-- What is needed --
Each record must be returned exactly, apart from the pictures, which stay out.

-- Data shown --
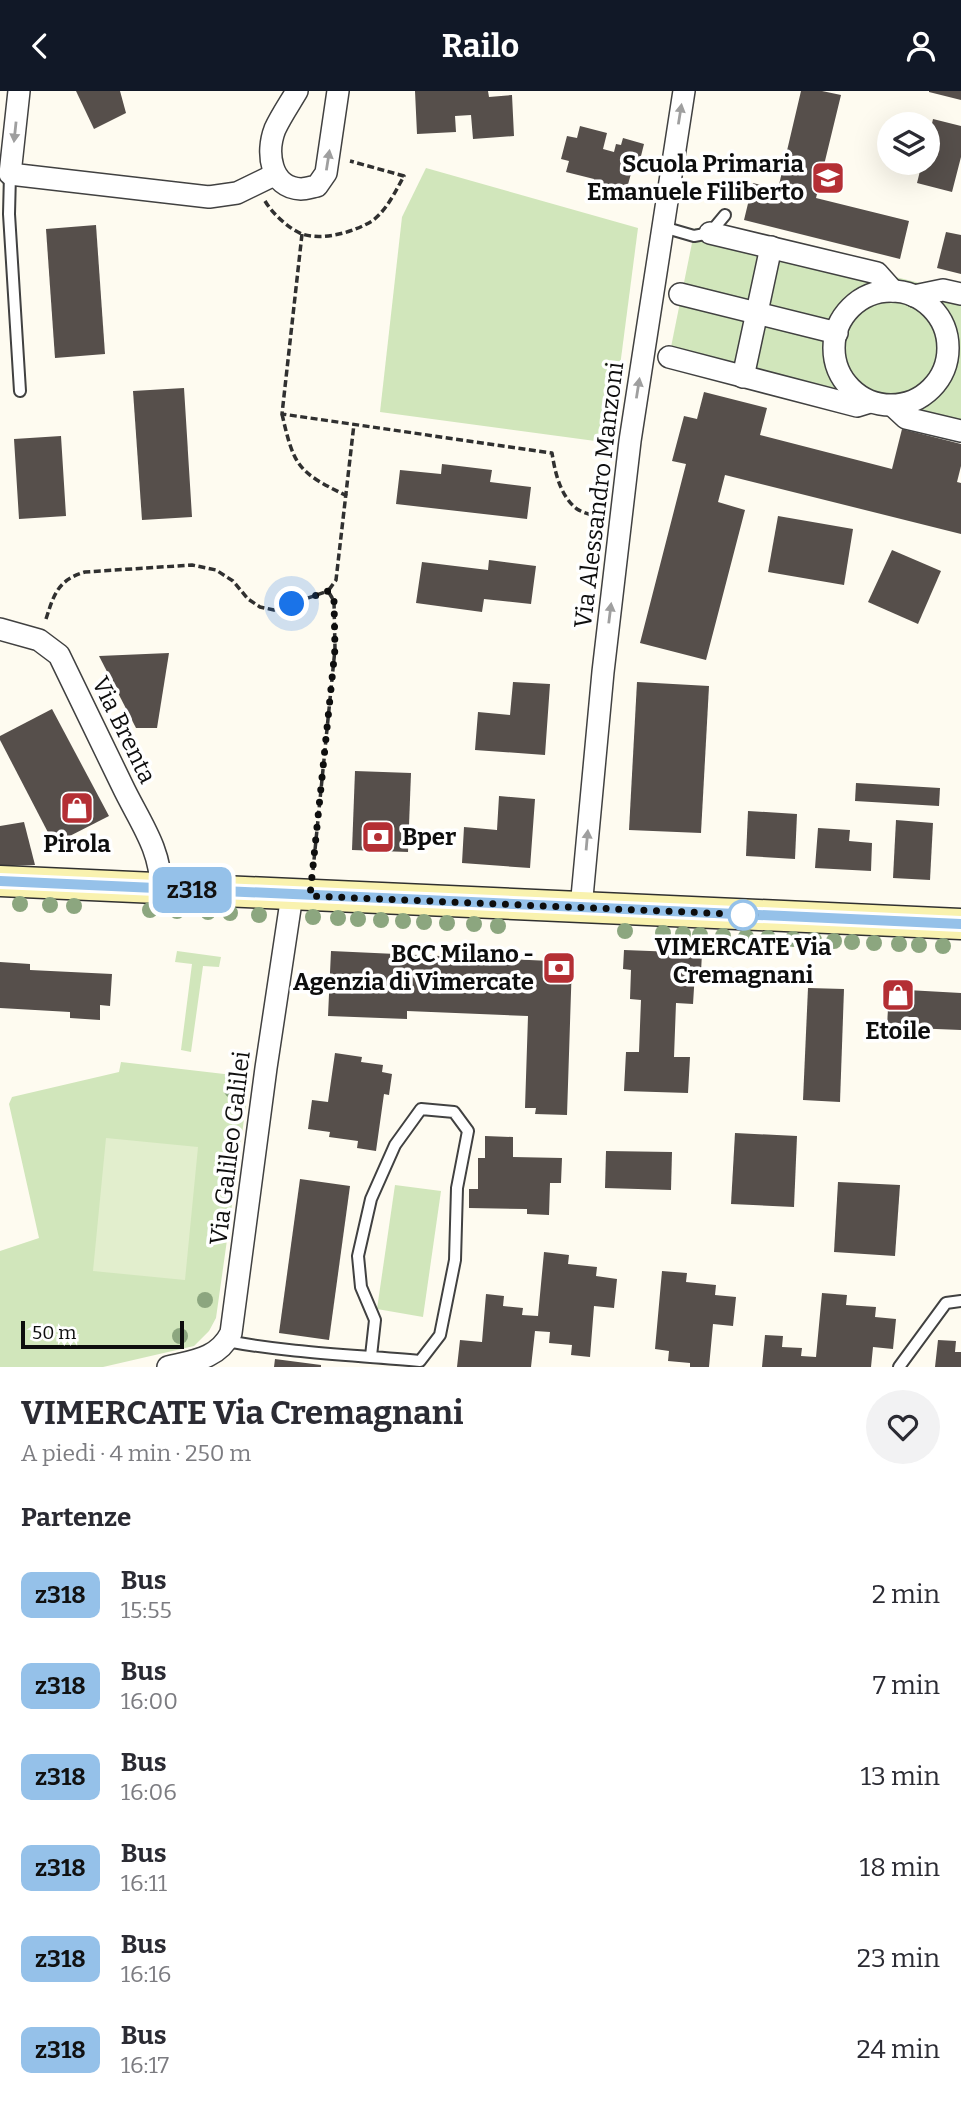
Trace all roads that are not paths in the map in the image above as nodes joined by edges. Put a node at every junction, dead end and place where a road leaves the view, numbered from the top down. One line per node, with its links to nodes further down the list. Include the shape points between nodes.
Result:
1 (19, 91): 5 (street, one-way to 5)
2 (297, 91): 6 (street, via 274,131)
3 (338, 91): 6 (street, one-way to 3, via 285,185 317,186 326,173)
4 (684, 91): 8 (street, Via Alessandro Manzoni, one-way to 4)
5 (10, 174): 6 (street, via 209,197 237,193); 20 (lane)
6 (274, 175)
7 (725, 215): 9 (lane)
8 (663, 227): 9 (lane, via 694,236); 28 (street, Via Alessandro Manzoni, one-way to 8, via 630,441)
9 (710, 233): 10 (street)
10 (771, 247): 11 (street, via 877,273); 15 (street)
11 (893, 291): 14 (street); 16 (street, via 870,295 851,308)
12 (680, 294): 15 (street)
13 (961, 294): 14 (street, via 943,290)
14 (914, 296): 18 (street, via 933,309)
15 (757, 314): 16 (street); 19 (street)
16 (837, 333): 21 (street, via 835,357 841,377)
17 (669, 357): 19 (street)
18 (954, 360): 22 (street, via 916,400)
19 (743, 377): 21 (street, via 857,406)
20 (20, 391)
21 (870, 402): 22 (street)
22 (893, 406): 23 (street, via 906,418)
23 (961, 431)
24 (0, 629): 26 (street, Via Brenta, via 39,640 59,655 154,847)
25 (0, 881): 26 (street)
26 (160, 889): 27 (street)
27 (301, 895): 28 (street); 31 (street, Via Galileo Galilei, via 266,1068 235,1316)
28 (581, 908): 29 (street)
29 (961, 924)
30 (961, 1301): 35 (lane, via 946,1303)
31 (227, 1342): 32 (lane); 34 (street, via 214,1354)
32 (371, 1356): 33 (lane); 33 (lane, via 375,1320 361,1287 358,1256 370,1199 395,1145 421,1109 454,1112 468,1131 457,1188 455,1260 440,1335)
33 (422, 1364)
34 (168, 1367)
35 (899, 1367)

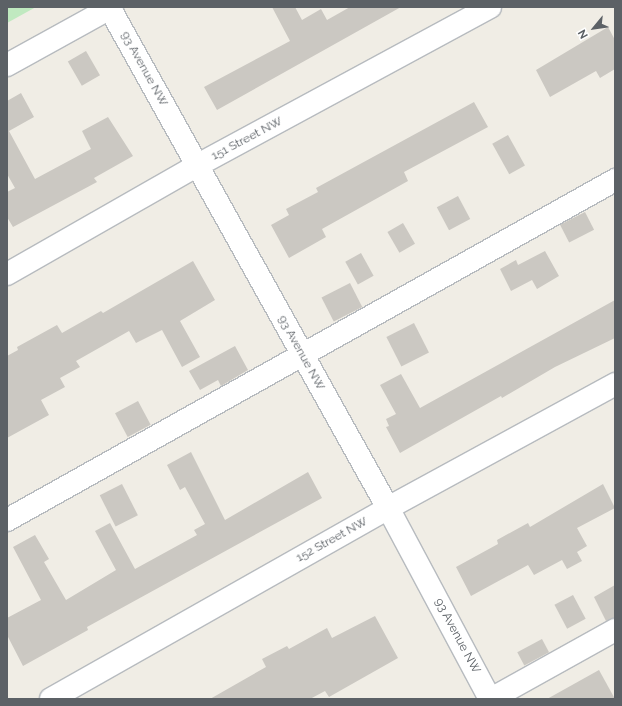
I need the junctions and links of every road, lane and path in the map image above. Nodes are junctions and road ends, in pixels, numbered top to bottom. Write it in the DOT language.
graph roads {
  1 [pos="110,7"];
  2 [pos="490,7"];
  3 [pos="7,65"];
  4 [pos="198,165"];
  5 [pos="615,180"];
  6 [pos="7,274"];
  7 [pos="302,356"];
  8 [pos="615,384"];
  9 [pos="388,508"];
  10 [pos="7,520"];
  11 [pos="615,630"];
  12 [pos="51,699"];
  13 [pos="490,699"];
  1 -- 3 [label="street"];
  1 -- 4 [label="street, 93 Avenue NW"];
  2 -- 4 [label="street, 151 Street NW"];
  4 -- 6 [label="street, 151 Street NW"];
  4 -- 7 [label="street, 93 Avenue NW"];
  5 -- 7 [label="street"];
  7 -- 9 [label="street, 93 Avenue NW"];
  7 -- 10 [label="street"];
  8 -- 9 [label="street, 152 Street NW"];
  9 -- 12 [label="street, 152 Street NW"];
  9 -- 13 [label="street, 93 Avenue NW"];
  11 -- 13 [label="street"];
}
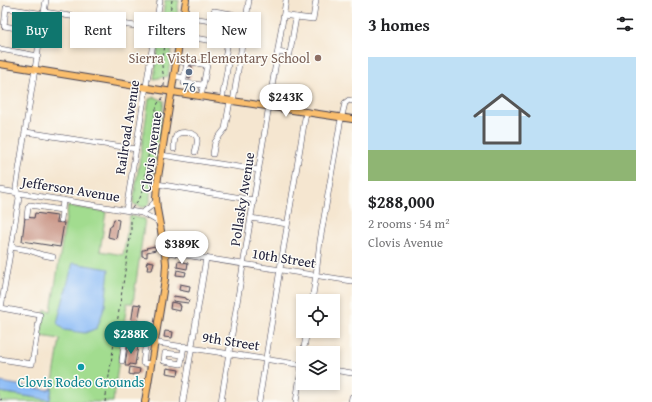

-- Task response --
Trace all roads that are not paths in the map in the image above as nodes joined by edges. Put a node at every junction, dead end and place where a road leaves the view, numbered from the top down. One line per node, with its links to nodes further down the list. Include the shape points between nodes.
Result:
1 (19, 91): 5 (street, one-way to 5)
2 (297, 91): 6 (street, via 274,131)
3 (338, 91): 6 (street, one-way to 3, via 285,185 317,186 326,173)
4 (684, 91): 8 (street, Via Alessandro Manzoni, one-way to 4)
5 (10, 174): 6 (street, via 209,197 237,193); 20 (lane)
6 (274, 175)
7 (725, 215): 9 (lane)
8 (663, 227): 9 (lane, via 694,236); 28 (street, Via Alessandro Manzoni, one-way to 8, via 630,441)
9 (710, 233): 10 (street)
10 (771, 247): 11 (street, via 877,273); 15 (street)
11 (893, 291): 14 (street); 16 (street, via 870,295 851,308)
12 (680, 294): 15 (street)
13 (961, 294): 14 (street, via 943,290)
14 (914, 296): 18 (street, via 933,309)
15 (757, 314): 16 (street); 19 (street)
16 (837, 333): 21 (street, via 835,357 841,377)
17 (669, 357): 19 (street)
18 (954, 360): 22 (street, via 916,400)
19 (743, 377): 21 (street, via 857,406)
20 (20, 391)
21 (870, 402): 22 (street)
22 (893, 406): 23 (street, via 906,418)
23 (961, 431)
24 (0, 629): 26 (street, Via Brenta, via 39,640 59,655 154,847)
25 (0, 881): 26 (street)
26 (160, 889): 27 (street)
27 (301, 895): 28 (street); 31 (street, Via Galileo Galilei, via 266,1068 235,1316)
28 (581, 908): 29 (street)
29 (961, 924)
30 (961, 1301): 35 (lane, via 946,1303)
31 (227, 1342): 32 (lane); 34 (street, via 214,1354)
32 (371, 1356): 33 (lane); 33 (lane, via 375,1320 361,1287 358,1256 370,1199 395,1145 421,1109 454,1112 468,1131 457,1188 455,1260 440,1335)
33 (422, 1364)
34 (168, 1367)
35 (899, 1367)

I need the junctions and links of every road, lane and path in the map image above. Nodes are junctions and road ends, in pixels, numbered top to bottom. Write it in the DOT language.
graph roads {
  1 [pos="110,7"];
  2 [pos="490,7"];
  3 [pos="7,65"];
  4 [pos="198,165"];
  5 [pos="615,180"];
  6 [pos="7,274"];
  7 [pos="302,356"];
  8 [pos="615,384"];
  9 [pos="388,508"];
  10 [pos="7,520"];
  11 [pos="615,630"];
  12 [pos="51,699"];
  13 [pos="490,699"];
  1 -- 3 [label="street"];
  1 -- 4 [label="street, 93 Avenue NW"];
  2 -- 4 [label="street, 151 Street NW"];
  4 -- 6 [label="street, 151 Street NW"];
  4 -- 7 [label="street, 93 Avenue NW"];
  5 -- 7 [label="street"];
  7 -- 9 [label="street, 93 Avenue NW"];
  7 -- 10 [label="street"];
  8 -- 9 [label="street, 152 Street NW"];
  9 -- 12 [label="street, 152 Street NW"];
  9 -- 13 [label="street, 93 Avenue NW"];
  11 -- 13 [label="street"];
}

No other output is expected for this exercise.